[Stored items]
----------------

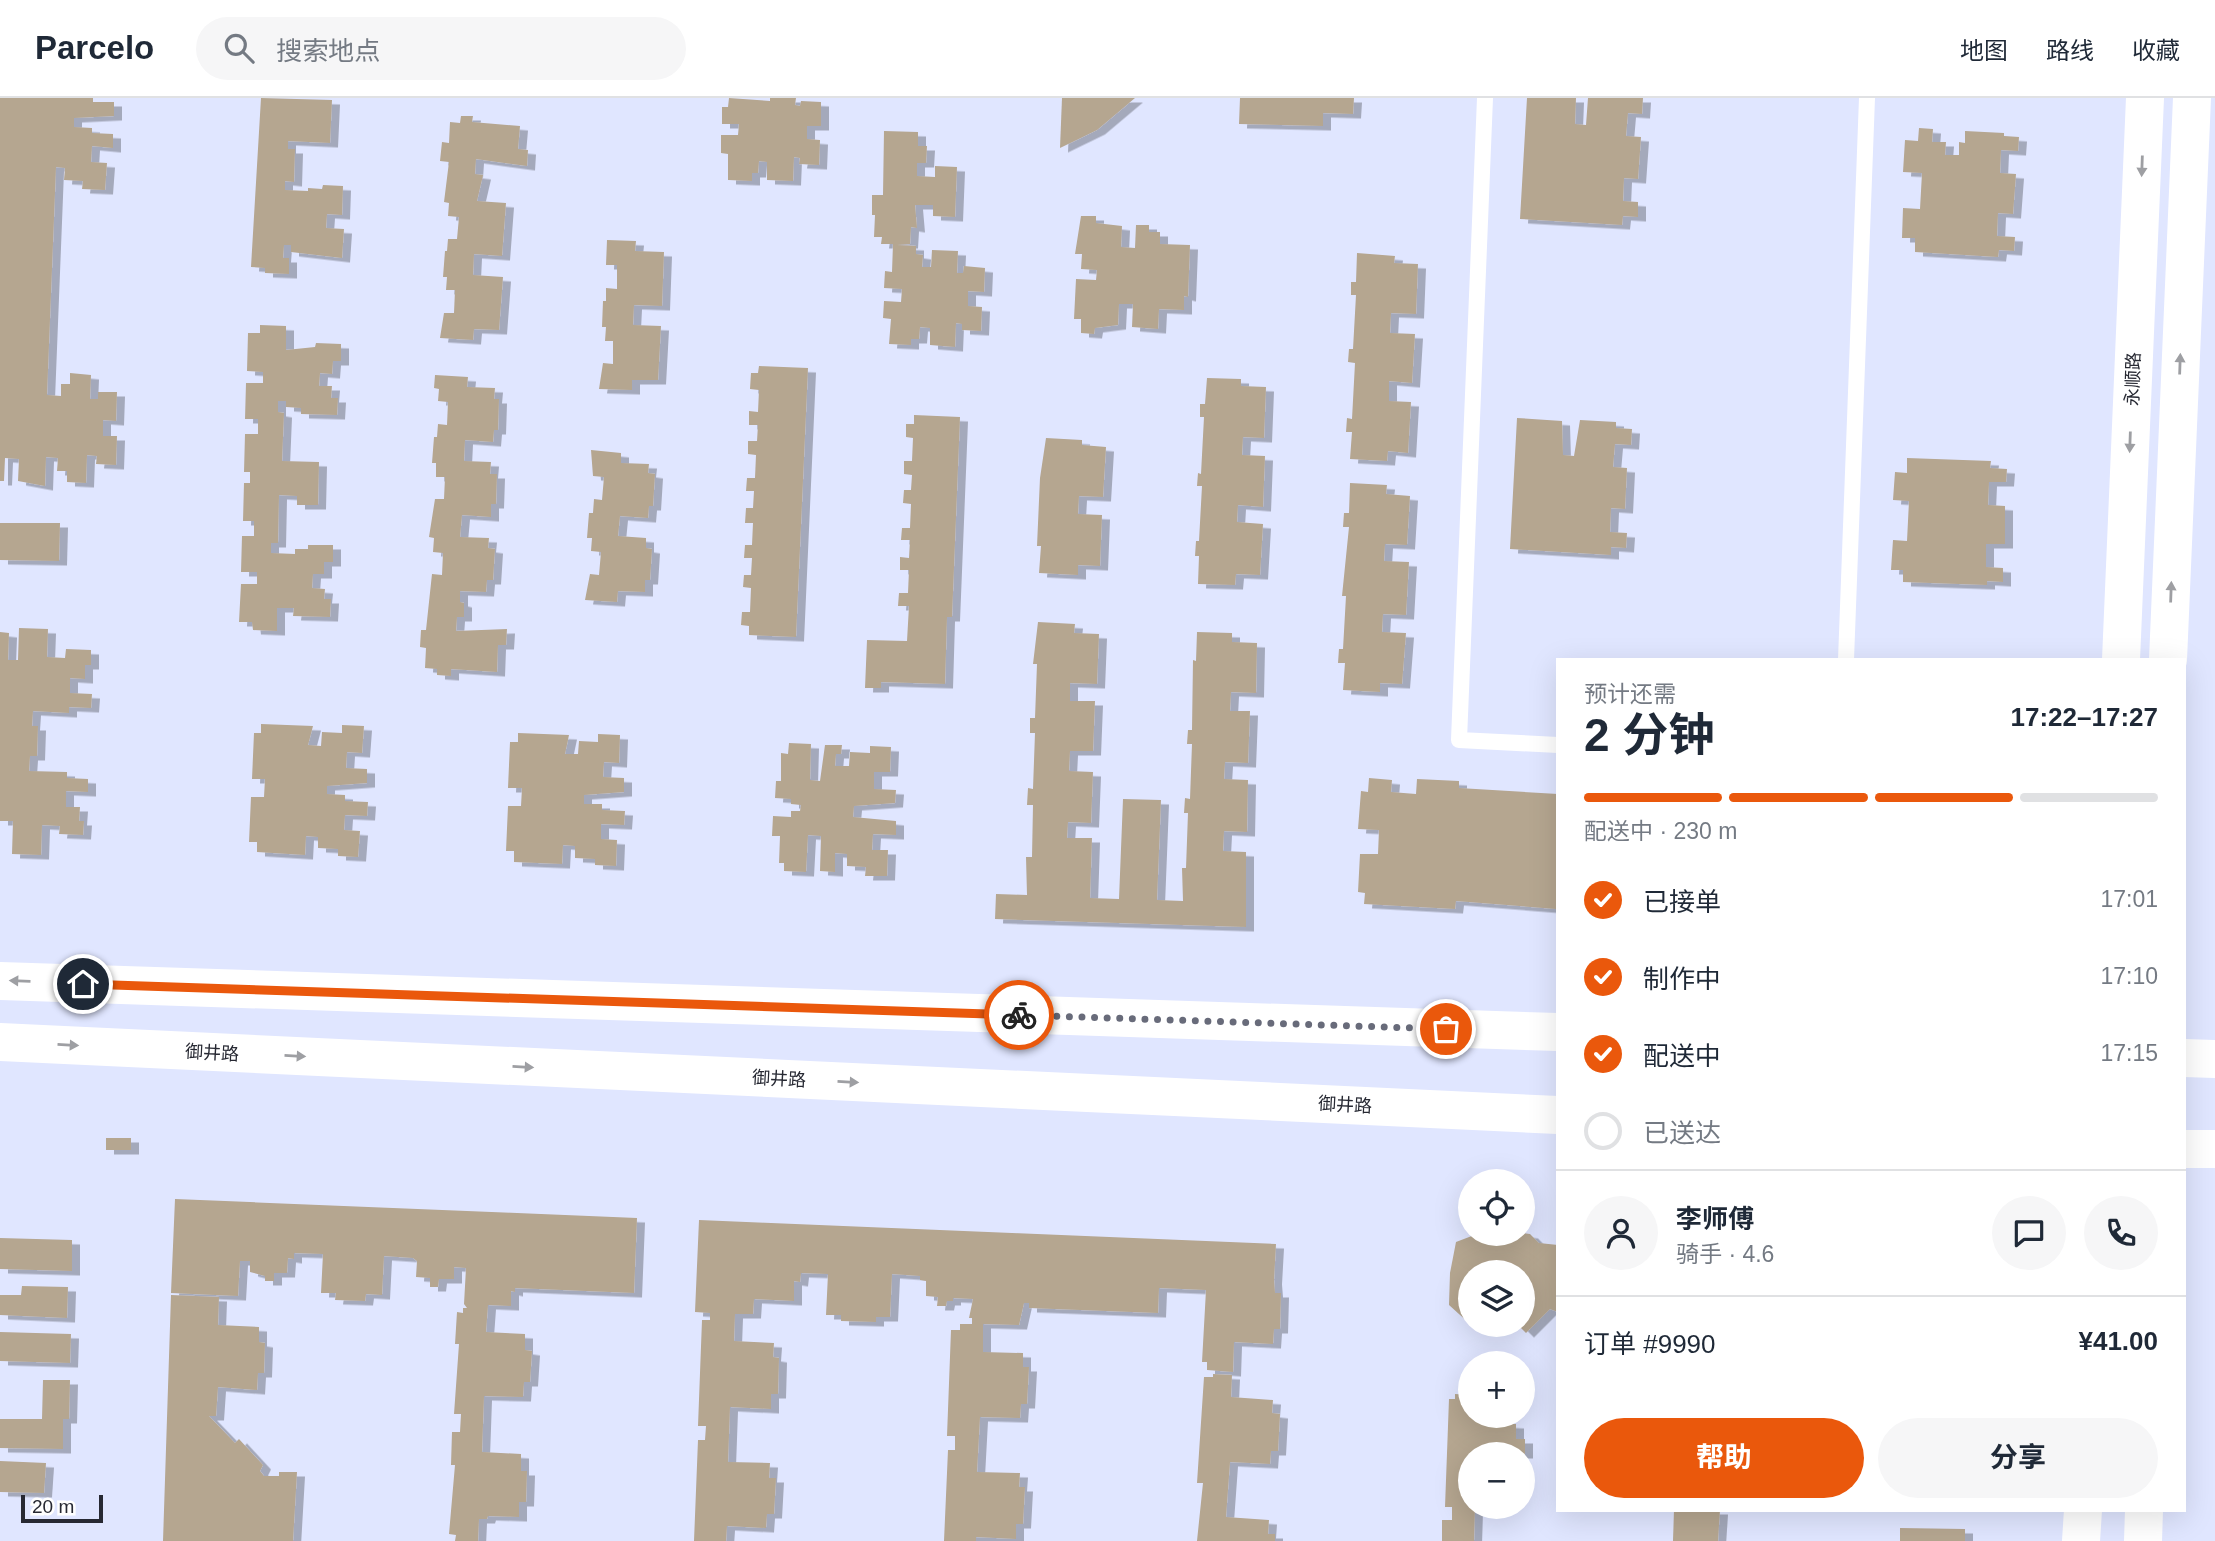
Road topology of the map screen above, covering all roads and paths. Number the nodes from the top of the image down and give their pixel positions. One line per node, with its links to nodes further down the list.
1 (1485, 98): 8 (lane)
2 (1867, 98): 5 (lane)
3 (2145, 98): 6 (street, 永顺路, one-way to 6)
4 (2192, 98): 7 (street, one-way to 4)
5 (1846, 658)
6 (2121, 658)
7 (2168, 658)
8 (1556, 745)
9 (0, 981): 10 (street, one-way to 9)
10 (1556, 1032)
11 (0, 1042): 14 (street, 御井路, one-way to 14)
12 (2186, 1058): 13 (street)
13 (2215, 1059)
14 (1556, 1115)
15 (2186, 1149): 16 (street)
16 (2215, 1149)
17 (2082, 1512): 19 (street)
18 (2144, 1512): 20 (street)
19 (2081, 1541)
20 (2143, 1541)

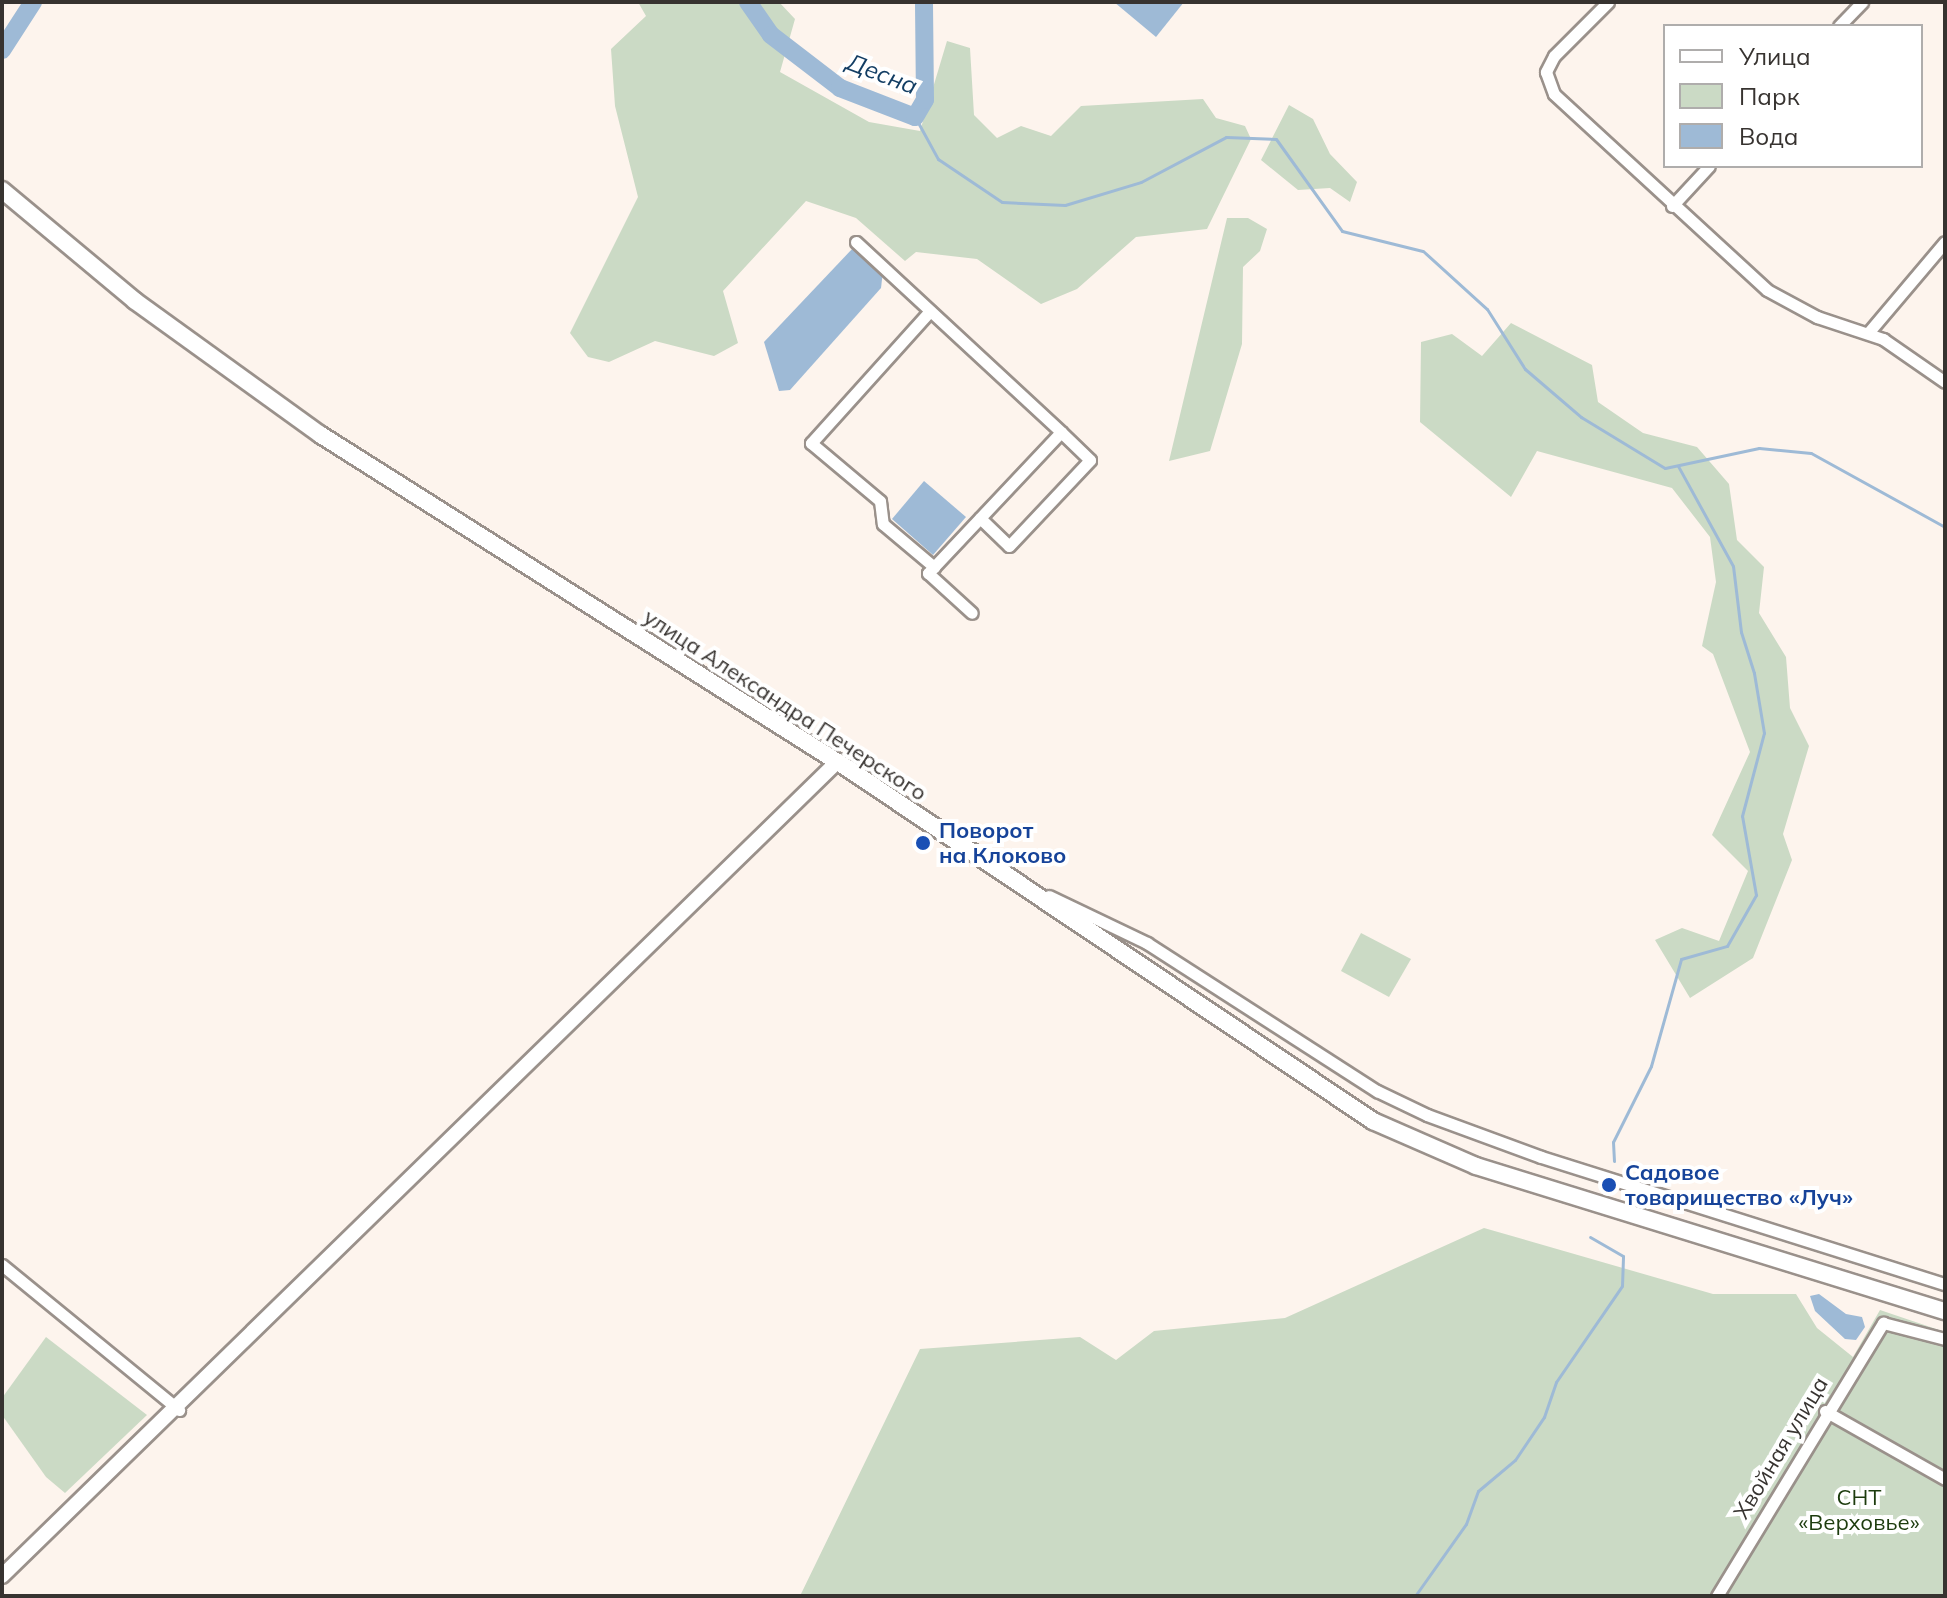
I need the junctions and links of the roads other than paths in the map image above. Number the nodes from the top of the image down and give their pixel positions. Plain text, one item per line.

----------------

### Required work
Pictures do not belong in the copy. Output all of the records exactly.

### Response
Road topology of the map screen above, covering all roads and paths. Number the nodes from the top of the image down and give their pixel positions. One line per node, with its links to nodes further down the list.
1 (1485, 98): 8 (lane)
2 (1867, 98): 5 (lane)
3 (2145, 98): 6 (street, 永顺路, one-way to 6)
4 (2192, 98): 7 (street, one-way to 4)
5 (1846, 658)
6 (2121, 658)
7 (2168, 658)
8 (1556, 745)
9 (0, 981): 10 (street, one-way to 9)
10 (1556, 1032)
11 (0, 1042): 14 (street, 御井路, one-way to 14)
12 (2186, 1058): 13 (street)
13 (2215, 1059)
14 (1556, 1115)
15 (2186, 1149): 16 (street)
16 (2215, 1149)
17 (2082, 1512): 19 (street)
18 (2144, 1512): 20 (street)
19 (2081, 1541)
20 (2143, 1541)

I need the junctions and links of the roads other than paths in the map image above. Number the nodes from the top of the image down and give their pixel positions. Plain text, one item per line.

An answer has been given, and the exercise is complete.